TRY IT:
Please print the entries below exactly, from the line with "thumb ip: (1164, 712)" through the line with "pinky tip: (1332, 759)", including both of those lines and leaving out all others.

Recorded data
________

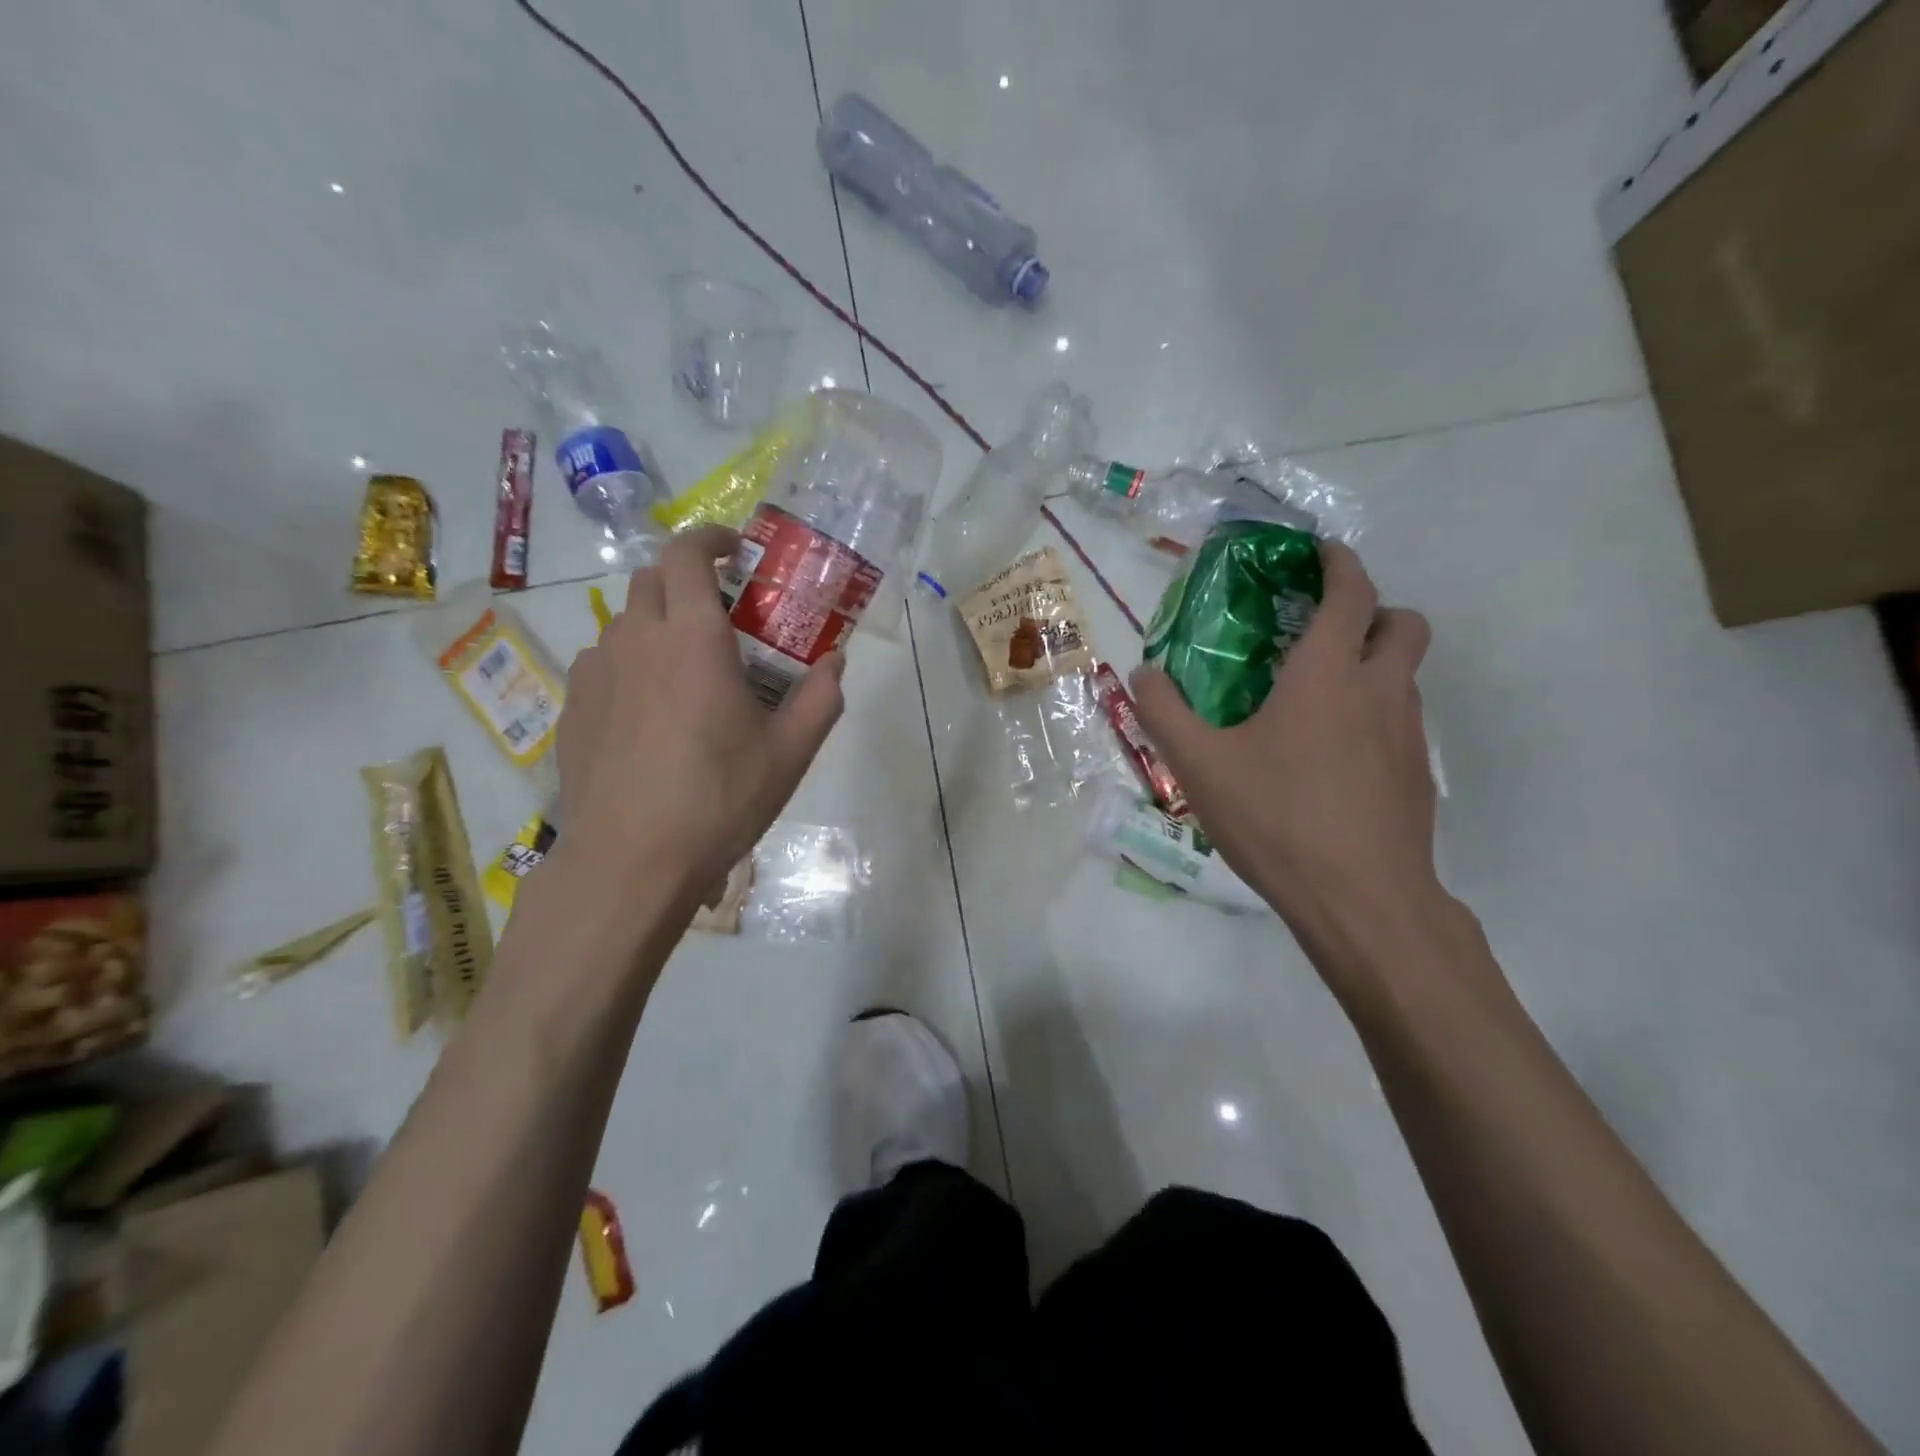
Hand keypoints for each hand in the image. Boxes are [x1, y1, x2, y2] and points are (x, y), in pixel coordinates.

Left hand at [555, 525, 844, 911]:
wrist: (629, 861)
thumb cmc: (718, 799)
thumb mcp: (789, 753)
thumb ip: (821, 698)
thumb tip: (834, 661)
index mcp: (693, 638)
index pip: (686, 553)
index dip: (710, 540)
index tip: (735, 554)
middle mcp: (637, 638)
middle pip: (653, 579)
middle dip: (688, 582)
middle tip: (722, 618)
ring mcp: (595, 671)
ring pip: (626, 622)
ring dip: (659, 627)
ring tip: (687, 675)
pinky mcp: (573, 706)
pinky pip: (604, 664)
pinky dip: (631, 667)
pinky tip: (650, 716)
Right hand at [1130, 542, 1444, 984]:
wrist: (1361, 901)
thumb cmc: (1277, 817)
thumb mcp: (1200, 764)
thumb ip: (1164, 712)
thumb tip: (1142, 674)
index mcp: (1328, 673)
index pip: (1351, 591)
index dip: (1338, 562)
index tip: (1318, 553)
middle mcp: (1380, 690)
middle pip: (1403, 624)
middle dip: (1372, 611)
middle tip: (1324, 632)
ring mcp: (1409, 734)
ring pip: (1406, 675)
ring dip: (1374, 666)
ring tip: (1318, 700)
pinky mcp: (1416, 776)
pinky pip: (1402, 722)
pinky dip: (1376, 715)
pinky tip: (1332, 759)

________

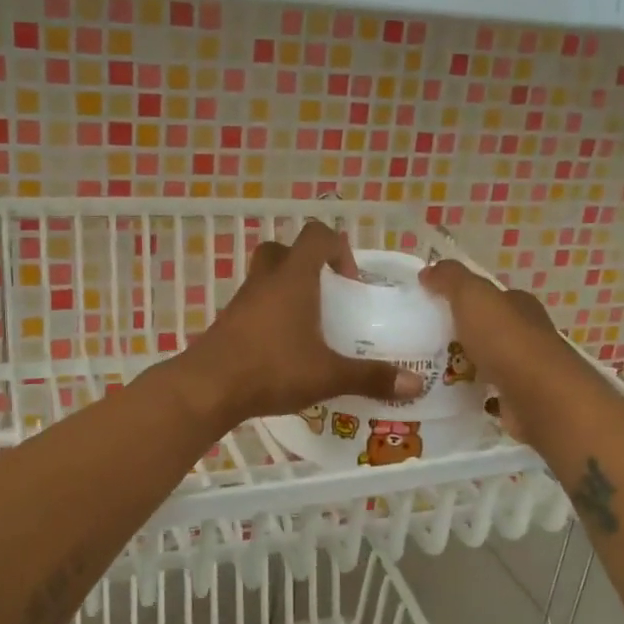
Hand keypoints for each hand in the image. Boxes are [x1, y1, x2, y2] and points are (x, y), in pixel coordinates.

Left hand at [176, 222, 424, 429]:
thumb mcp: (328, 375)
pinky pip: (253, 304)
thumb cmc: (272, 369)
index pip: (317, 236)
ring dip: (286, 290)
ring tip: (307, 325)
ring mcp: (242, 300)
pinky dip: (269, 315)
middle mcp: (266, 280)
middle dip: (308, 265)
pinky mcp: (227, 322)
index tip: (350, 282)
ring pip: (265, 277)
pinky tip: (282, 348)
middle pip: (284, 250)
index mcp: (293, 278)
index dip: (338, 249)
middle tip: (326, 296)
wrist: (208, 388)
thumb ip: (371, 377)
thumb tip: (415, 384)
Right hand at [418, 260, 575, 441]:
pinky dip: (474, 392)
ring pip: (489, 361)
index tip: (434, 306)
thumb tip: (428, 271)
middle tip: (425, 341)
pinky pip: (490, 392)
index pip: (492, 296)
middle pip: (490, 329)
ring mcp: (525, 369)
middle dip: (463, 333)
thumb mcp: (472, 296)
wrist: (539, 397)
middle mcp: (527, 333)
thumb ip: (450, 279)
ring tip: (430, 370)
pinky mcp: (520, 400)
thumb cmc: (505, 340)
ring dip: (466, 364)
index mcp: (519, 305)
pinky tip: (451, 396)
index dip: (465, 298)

________

OUTPUT OF THE EXERCISE:
thumb ip: (1164, 712)
thumb tip: (1142, 674)
index mcp: (1328, 673)
index pip: (1351, 591)
index dip: (1338, 562)
index tip: (1318, 553)
middle mcp: (1380, 690)
middle pip: (1403, 624)
middle dip: (1372, 611)
middle tip: (1324, 632)
ring mcp: (1409, 734)
ring pip: (1406, 675)
ring dip: (1374, 666)
ring tip: (1318, 700)
pinky mcp: (1416, 776)
pinky pip: (1402, 722)
pinky dip: (1376, 715)
pinky tip: (1332, 759)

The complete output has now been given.